The plaintiff in AA Primo Builders, LLC v. Washington, No. 53983, 2010 Nev. LEXIS 55 (Nev. Dec. 30, 2010), saw its three-year-old lawsuit thrown out because it failed to pay its annual $125 fee to the Nevada Secretary of State. (“For want of a nail ….”) When the case was dismissed the LLC quickly paid the fee and filed the required annual report, but the trial court refused to allow the LLC to reinstate its lawsuit.
Many states require LLCs to file an annual report and pay an annual fee. For example, besides Nevada’s $125 fee, Delaware’s annual LLC fee is $250, and Washington’s is $69. Delaware Limited Liability Company Act (DLLCA) § 18-1107(b); Wash. Admin. Code§ 434-130-090.
Failure to pay the fee or file the annual report can result in the LLC no longer being in good standing (Delaware, DLLCA § 18-1107(h)) or being administratively dissolved (Washington, Wash. Rev. Code § 25.15.280). These are enforcement mechanisms – upon later payment of the fees and filing of the required report, the LLC can be reinstated. DLLCA § 18-1107(i); Wash. Rev. Code§ 25.15.290.

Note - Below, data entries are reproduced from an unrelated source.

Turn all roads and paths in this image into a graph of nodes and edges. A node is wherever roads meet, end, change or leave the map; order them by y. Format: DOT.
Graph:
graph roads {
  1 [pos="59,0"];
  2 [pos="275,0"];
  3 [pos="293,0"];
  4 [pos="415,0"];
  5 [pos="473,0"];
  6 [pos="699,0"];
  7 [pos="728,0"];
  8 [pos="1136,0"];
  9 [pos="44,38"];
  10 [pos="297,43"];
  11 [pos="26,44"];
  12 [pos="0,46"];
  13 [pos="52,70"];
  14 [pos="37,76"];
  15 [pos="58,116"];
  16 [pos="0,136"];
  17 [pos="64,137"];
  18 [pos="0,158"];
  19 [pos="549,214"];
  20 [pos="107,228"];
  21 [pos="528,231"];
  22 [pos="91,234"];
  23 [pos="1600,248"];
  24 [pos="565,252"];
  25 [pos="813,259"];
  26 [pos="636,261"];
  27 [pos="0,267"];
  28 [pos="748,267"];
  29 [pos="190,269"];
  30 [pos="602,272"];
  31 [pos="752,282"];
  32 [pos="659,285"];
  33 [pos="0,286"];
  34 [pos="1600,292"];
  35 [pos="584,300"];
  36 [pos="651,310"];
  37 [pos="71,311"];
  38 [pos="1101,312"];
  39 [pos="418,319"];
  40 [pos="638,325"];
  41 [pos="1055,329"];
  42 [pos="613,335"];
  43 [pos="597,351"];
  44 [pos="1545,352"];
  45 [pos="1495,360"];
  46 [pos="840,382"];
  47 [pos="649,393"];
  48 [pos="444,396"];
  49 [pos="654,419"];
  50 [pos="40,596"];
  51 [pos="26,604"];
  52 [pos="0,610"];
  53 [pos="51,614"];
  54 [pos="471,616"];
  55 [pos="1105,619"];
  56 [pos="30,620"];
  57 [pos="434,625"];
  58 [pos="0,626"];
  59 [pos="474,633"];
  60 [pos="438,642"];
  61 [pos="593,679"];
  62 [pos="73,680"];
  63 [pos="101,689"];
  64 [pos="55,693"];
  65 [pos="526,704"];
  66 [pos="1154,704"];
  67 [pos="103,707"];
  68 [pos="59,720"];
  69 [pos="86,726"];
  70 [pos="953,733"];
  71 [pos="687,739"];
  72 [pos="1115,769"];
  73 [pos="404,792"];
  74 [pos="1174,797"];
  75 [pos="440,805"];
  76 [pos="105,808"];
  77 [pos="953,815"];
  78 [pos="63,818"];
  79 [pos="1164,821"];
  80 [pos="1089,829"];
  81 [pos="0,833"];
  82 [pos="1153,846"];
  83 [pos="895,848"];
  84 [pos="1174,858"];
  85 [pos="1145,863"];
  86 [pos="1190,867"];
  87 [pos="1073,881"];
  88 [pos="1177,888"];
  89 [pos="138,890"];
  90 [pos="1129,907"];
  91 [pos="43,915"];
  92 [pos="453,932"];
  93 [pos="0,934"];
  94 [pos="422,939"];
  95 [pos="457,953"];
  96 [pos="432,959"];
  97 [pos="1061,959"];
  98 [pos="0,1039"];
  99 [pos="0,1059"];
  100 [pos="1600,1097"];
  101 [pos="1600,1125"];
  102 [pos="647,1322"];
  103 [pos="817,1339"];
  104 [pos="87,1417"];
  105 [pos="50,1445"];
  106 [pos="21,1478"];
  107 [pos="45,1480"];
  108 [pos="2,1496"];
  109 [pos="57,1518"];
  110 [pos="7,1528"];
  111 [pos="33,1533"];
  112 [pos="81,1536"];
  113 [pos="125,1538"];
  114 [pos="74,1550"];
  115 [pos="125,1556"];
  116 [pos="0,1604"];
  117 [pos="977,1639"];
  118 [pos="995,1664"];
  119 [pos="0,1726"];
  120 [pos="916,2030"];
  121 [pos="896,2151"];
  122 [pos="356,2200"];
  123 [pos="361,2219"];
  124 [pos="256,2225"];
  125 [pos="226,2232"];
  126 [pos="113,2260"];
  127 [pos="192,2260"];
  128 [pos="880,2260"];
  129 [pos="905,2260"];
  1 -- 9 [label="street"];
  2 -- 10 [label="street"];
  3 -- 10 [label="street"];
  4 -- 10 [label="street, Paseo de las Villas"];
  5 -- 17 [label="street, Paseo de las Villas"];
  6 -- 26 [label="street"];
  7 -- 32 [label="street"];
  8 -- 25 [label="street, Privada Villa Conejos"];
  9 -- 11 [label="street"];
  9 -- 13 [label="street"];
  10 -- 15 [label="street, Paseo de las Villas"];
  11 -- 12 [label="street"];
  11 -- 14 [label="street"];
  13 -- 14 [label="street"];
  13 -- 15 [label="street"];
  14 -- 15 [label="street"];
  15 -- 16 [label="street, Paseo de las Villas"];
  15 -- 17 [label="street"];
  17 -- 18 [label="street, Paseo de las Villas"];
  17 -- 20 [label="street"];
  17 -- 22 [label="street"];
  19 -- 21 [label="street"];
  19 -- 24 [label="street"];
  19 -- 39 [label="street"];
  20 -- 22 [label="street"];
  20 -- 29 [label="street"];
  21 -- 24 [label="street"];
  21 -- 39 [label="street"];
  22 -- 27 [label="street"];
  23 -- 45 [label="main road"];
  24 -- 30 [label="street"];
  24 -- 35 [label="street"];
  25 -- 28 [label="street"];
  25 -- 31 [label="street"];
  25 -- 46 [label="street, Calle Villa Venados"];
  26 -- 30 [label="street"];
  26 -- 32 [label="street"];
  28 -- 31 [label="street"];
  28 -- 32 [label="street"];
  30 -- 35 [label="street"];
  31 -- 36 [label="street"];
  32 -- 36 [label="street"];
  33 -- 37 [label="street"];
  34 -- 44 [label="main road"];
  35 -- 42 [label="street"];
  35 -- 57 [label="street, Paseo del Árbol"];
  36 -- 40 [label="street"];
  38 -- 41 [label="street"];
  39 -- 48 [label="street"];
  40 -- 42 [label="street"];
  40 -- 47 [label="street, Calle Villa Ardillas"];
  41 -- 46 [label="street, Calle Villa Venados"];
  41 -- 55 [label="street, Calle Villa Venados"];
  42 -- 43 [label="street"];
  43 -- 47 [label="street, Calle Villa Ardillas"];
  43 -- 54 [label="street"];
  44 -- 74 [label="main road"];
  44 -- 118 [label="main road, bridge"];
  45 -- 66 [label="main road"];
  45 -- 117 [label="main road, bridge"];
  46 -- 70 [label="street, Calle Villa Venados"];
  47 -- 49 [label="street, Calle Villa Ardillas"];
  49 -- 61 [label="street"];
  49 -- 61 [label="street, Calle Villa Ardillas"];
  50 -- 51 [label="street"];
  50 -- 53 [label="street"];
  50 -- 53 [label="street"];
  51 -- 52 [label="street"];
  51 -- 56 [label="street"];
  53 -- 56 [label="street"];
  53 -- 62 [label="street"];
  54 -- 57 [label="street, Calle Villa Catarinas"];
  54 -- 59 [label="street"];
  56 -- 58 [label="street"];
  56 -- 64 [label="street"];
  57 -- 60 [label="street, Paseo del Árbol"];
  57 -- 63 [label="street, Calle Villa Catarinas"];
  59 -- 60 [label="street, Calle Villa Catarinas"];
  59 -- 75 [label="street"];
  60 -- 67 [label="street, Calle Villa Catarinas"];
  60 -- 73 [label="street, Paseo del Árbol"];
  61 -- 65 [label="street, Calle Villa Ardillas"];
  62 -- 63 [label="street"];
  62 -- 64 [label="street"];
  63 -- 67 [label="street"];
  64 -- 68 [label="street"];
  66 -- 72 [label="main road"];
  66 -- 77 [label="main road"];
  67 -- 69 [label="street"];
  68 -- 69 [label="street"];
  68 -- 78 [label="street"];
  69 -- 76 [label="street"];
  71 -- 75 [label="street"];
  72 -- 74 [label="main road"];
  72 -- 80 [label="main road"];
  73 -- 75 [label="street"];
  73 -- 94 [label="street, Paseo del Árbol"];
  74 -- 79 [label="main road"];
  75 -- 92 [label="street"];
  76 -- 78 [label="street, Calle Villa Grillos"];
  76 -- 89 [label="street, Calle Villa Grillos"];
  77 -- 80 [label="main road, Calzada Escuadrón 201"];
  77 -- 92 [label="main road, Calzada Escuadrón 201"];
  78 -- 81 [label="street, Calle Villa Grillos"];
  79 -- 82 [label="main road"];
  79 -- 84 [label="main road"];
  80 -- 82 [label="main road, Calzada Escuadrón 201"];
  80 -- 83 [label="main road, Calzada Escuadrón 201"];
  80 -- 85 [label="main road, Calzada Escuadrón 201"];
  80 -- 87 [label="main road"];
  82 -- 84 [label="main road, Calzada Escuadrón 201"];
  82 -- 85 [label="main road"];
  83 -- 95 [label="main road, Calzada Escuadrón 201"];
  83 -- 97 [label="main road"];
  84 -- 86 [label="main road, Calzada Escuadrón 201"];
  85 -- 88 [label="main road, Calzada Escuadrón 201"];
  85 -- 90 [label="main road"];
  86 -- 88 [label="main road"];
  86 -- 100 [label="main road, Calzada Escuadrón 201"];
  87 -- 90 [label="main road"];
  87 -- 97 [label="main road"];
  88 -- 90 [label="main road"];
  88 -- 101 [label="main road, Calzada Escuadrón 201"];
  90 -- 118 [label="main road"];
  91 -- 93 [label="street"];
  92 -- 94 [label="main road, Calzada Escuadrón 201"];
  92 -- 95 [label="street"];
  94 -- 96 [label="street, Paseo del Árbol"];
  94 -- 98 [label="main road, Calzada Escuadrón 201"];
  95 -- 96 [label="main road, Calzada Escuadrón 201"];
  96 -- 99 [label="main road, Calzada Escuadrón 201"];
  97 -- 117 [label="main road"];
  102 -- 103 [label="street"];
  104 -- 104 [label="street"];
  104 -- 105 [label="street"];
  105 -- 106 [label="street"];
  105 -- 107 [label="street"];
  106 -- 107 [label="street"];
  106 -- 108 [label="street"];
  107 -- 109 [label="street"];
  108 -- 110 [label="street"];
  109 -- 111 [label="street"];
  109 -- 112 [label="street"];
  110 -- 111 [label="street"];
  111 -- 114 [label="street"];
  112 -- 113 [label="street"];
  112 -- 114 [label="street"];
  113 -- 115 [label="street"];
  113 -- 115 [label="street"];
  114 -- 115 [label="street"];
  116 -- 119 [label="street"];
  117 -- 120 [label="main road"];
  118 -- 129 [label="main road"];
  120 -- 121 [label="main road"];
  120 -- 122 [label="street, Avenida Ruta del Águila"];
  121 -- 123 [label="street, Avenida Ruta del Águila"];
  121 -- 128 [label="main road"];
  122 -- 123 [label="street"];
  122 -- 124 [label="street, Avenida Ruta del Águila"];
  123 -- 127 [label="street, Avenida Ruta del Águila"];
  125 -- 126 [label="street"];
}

Nevada’s LLC Act provides that after an LLC has been in default of its filing and annual fee requirement for 12 months, “the charter of the company is revoked and its right to transact business is forfeited.” Nev. Rev. Stat. § 86.274(2). The LLC may then pay all the accrued fees and apply for reinstatement at any time up to five years after the initial default. Nev. Rev. Stat. § 86.276.
The trial court in AA Primo Builders apparently reasoned that if the LLC could not transact business then it could not maintain a lawsuit, and that the LLC’s reinstatement did not cure its default. On appeal, the Nevada Supreme Court overruled the trial court.
The court found three reasons to allow an LLC whose charter is revoked and then reinstated to continue its litigation. AA Primo Builders, 2010 Nev. LEXIS 55, at *13-14. First, an LLC’s right to “transact business” is separate from its capacity to sue and be sued. Id. Second, the LLC’s reinstatement relates back to the date of forfeiture as if the right to transact business had at all times remained in force. Id. at *14. Third, dismissal of the suit because of forfeiture of the LLC’s charter should not be ordered without first staying the case for a brief time to allow the LLC to reinstate its charter. Id.
The court relied in part on Nev. Rev. Stat. § 86-274(5), which says that if an LLC’s charter is revoked, “the same proceedings may be had with respect to its property and assets as apply to the dissolution of a limited-liability company.” A dissolved LLC must be wound up, and the dissolution does not impair any remedy or cause of action by or against the LLC. Nev. Rev. Stat. § 86-505.
The syllogism runs as follows. Major premise: a dissolved LLC can sue and be sued. Minor premise: an LLC whose charter has been revoked for nonpayment of fees is treated like a dissolved LLC. Conclusion: An LLC whose charter has been revoked can sue and be sued. The Nevada Supreme Court accordingly reversed the trial court and remanded to allow the LLC’s lawsuit to proceed.
It happens fairly frequently that LLCs fail to file their annual report and pay their annual fees. Usually the LLC will eventually learn of the problem and reinstate itself. If a lawsuit is underway, courts in most states will generally allow the LLC to continue with its suit if it is reinstated. Nevada’s statute was not clear on the point because its terminology – revoking the LLC’s charter and forfeiting the LLC’s right to transact business – connotes permanence and a lack of power to operate.
As a policy matter, AA Primo Builders came out the right way. The fact pattern involved an LLC that was properly formed but later failed to pay a modest annual fee and make a routine, administrative annual report. The consequence, revocation its charter, is an enforcement mechanism, a spur to cause the LLC to come into compliance with its reporting and payment obligations.
To take away an LLC’s ability to sue in court because it overlooked paying a smallish annual fee, even though the LLC then pays its annual fees up to date and fills out its forms, would be more than is necessary for the state’s enforcement mechanism. It would be akin to killing the dog to eliminate its fleas.